Among command-line tools used to interface with web APIs curl has an advantage over raw telnet for web server troubleshooting in that it takes care of the HTTP protocol for us and makes things like testing authentication, posting data, using SSL, and other functions we take for granted in a GUI web browser much easier.
$ curl http://www.example.net <!doctype html> <html> <head> ...
When we're troubleshooting web server issues, the HTTP status code the web server returns for a request is invaluable source of information.
1xx: Informational Codes
|100 Continue||The server has received the request headers, and the client should proceed to send the request body|
|101 Switching Protocols||The requester has asked the server to switch protocols|
|103 Checkpoint||Used in the resumable requests proposal to resume aborted PUT or POST requests|
2xx: Successful Codes
|200 OK||The request is OK (this is the standard response for successful HTTP requests)|
|201 Created||The request has been fulfilled, and a new resource is created|
|202 Accepted||The request has been accepted for processing, but the processing has not been completed|
|203 Non-Authoritative Information||The request has been successfully processed, but is returning information that may be from another source|
|204 No Content||The request has been successfully processed, but is not returning any content|
|205 Reset Content||The request has been successfully processed, but is not returning any content, and requires that the requester reset the document view|
|206 Partial Content||The server is delivering only part of the resource due to a range header sent by the client|
3xx: Redirection Codes
|300 Multiple Choices||A link list.
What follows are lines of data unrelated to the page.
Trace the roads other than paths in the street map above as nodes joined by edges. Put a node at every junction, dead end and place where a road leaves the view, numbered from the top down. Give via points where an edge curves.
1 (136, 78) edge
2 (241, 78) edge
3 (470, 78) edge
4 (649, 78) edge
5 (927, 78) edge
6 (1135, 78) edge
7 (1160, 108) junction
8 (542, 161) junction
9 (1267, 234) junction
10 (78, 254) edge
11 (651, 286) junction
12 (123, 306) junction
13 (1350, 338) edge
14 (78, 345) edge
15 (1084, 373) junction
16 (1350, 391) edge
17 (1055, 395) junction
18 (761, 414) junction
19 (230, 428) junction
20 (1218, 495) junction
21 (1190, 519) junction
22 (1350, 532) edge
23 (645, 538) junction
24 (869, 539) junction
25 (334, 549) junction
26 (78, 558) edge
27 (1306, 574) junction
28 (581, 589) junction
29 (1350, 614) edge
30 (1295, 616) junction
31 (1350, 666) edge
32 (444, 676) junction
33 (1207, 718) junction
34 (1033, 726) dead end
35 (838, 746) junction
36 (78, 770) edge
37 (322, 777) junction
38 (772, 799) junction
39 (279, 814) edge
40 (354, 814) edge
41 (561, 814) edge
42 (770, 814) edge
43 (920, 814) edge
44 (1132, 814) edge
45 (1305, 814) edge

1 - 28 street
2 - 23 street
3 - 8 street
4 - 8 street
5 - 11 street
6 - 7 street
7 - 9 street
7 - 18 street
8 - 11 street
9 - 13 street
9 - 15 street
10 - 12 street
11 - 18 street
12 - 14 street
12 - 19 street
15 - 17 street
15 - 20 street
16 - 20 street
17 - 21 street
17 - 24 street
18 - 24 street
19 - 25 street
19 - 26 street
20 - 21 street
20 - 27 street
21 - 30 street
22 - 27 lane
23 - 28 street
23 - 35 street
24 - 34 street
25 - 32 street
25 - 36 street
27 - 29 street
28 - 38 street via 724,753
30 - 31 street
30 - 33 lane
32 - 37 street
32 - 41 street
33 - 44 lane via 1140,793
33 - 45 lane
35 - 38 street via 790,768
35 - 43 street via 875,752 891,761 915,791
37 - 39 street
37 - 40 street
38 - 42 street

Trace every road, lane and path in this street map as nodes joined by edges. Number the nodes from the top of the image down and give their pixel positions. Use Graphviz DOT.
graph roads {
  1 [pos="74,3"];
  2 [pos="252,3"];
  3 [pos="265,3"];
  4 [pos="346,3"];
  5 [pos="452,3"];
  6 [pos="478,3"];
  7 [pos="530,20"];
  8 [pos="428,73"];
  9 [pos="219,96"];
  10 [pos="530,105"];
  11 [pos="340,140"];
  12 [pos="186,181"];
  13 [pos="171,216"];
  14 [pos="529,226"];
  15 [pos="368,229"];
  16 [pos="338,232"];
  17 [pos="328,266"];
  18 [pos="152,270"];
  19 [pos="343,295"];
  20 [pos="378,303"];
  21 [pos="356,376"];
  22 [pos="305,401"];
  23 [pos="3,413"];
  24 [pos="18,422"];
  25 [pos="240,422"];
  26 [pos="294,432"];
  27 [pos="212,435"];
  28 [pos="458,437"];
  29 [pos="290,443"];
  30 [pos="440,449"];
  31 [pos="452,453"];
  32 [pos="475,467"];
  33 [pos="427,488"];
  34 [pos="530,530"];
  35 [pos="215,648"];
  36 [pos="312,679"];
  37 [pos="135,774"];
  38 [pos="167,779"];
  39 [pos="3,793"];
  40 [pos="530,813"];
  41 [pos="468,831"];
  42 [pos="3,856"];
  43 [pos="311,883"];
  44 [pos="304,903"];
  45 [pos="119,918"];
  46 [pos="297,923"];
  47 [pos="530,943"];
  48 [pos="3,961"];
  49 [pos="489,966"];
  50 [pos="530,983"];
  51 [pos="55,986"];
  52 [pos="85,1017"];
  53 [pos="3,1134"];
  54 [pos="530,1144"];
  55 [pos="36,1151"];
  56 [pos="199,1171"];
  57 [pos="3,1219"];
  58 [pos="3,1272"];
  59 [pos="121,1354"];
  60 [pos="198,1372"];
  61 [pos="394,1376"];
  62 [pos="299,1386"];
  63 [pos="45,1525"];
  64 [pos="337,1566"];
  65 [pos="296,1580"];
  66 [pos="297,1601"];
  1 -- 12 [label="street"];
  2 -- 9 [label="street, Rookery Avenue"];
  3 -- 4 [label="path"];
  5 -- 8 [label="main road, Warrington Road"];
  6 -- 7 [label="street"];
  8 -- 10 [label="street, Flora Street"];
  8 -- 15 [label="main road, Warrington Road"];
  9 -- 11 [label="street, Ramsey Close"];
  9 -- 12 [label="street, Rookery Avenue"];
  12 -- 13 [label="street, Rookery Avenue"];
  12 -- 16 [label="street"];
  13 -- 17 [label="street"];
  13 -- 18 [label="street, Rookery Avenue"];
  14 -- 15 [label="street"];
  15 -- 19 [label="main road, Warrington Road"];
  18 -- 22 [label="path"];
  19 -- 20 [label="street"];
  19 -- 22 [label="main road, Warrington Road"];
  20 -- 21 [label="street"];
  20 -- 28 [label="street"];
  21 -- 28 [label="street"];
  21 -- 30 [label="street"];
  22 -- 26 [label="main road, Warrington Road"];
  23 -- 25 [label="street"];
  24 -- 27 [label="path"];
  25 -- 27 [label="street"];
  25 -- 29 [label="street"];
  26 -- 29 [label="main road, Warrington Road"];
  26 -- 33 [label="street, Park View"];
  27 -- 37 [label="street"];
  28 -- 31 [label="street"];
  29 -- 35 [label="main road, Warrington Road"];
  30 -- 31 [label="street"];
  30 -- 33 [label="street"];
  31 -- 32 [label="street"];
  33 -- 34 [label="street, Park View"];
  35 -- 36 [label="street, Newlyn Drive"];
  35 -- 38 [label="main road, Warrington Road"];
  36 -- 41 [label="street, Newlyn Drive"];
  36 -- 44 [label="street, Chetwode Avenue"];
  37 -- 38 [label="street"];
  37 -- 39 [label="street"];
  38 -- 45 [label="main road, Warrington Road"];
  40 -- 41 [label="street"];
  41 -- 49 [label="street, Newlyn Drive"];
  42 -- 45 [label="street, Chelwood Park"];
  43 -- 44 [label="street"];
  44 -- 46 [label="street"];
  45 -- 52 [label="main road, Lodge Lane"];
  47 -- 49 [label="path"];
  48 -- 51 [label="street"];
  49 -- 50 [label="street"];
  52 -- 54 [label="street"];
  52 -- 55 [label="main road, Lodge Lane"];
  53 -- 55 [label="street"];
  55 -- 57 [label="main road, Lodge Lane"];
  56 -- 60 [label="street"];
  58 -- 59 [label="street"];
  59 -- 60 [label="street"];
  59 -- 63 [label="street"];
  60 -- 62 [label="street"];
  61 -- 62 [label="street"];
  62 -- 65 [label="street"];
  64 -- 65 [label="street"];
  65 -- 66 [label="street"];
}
The user can select a link and go to that location. Maximum five addresses|
|301 Moved Permanently||The requested page has moved to a new URL|
|302 Found||The requested page has moved temporarily to a new URL|
|303 See Other||The requested page can be found under a different URL|
|304 Not Modified||Indicates the requested page has not been modified since last requested|
|306 Switch Proxy||No longer used|
|307 Temporary Redirect||The requested page has moved temporarily to a new URL|
|308 Resume Incomplete||Used in the resumable requests proposal to resume aborted PUT or POST requests|
4xx: Client Error Codes
|400 Bad Request||The request cannot be fulfilled due to bad syntax|
|401 Unauthorized||The request was a legal request, but the server is refusing to respond to it. For use when authentication is possible but has failed or not yet been provided|
|402 Payment Required||Reserved for future use|
|403 Forbidden||The request was a legal request, but the server is refusing to respond to it|
|404 Not Found||The requested page could not be found but may be available again in the future|
|405 Method Not Allowed||A request was made of a page using a request method not supported by that page|
|406 Not Acceptable||The server can only generate a response that is not accepted by the client|
|407 Proxy Authentication Required||The client must first authenticate itself with the proxy|
|408 Request Timeout||The server timed out waiting for the request|
|409 Conflict||The request could not be completed because of a conflict in the request|
|410 Gone||The requested page is no longer available|
|411 Length Required||The "Content-Length" is not defined. The server will not accept the request without it|
|412 Precondition Failed||The precondition given in the request evaluated to false by the server|
|413 Request Entity Too Large||The server will not accept the request, because the request entity is too large|
|414 Request-URI Too Long||The server will not accept the request, because the URL is too long. Occurs when you convert a POST request to a GET request with a long query information|
|415 Unsupported Media Type||The server will not accept the request, because the media type is not supported|
|416 Requested Range Not Satisfiable||The client has asked for a portion of the file, but the server cannot supply that portion|
|417 Expectation Failed||The server cannot meet the requirements of the Expect request-header field|
5xx: Server Error Codes
|500 Internal Server Error||A generic error message, given when no more specific message is suitable|
|501 Not Implemented||The server either does not recognize the request method, or it lacks the ability to fulfill the request|
|502 Bad Gateway||The server was acting as a gateway or proxy and received an invalid response from the upstream server|
|503 Service Unavailable||The server is currently unavailable (overloaded or down)|
|504 Gateway Timeout||The server was acting as a gateway or proxy and did not receive a timely response from the upstream server|
|505 HTTP Version Not Supported||The server does not support the HTTP protocol version used in the request|
|511 Network Authentication Required||The client needs to authenticate to gain network access|
DevOps / Sys Admin Q & A
Linux - system, cmds & shell programming
- Linux Tips - links, vmstats, rsync
- Linux Tips 2 - ctrl a, curl r, tail -f, umask
- Linux - bash I
- Linux - bash II
- Linux - Uncompressing 7z file
- Linux - sed I (substitution: sed 's///', sed -i)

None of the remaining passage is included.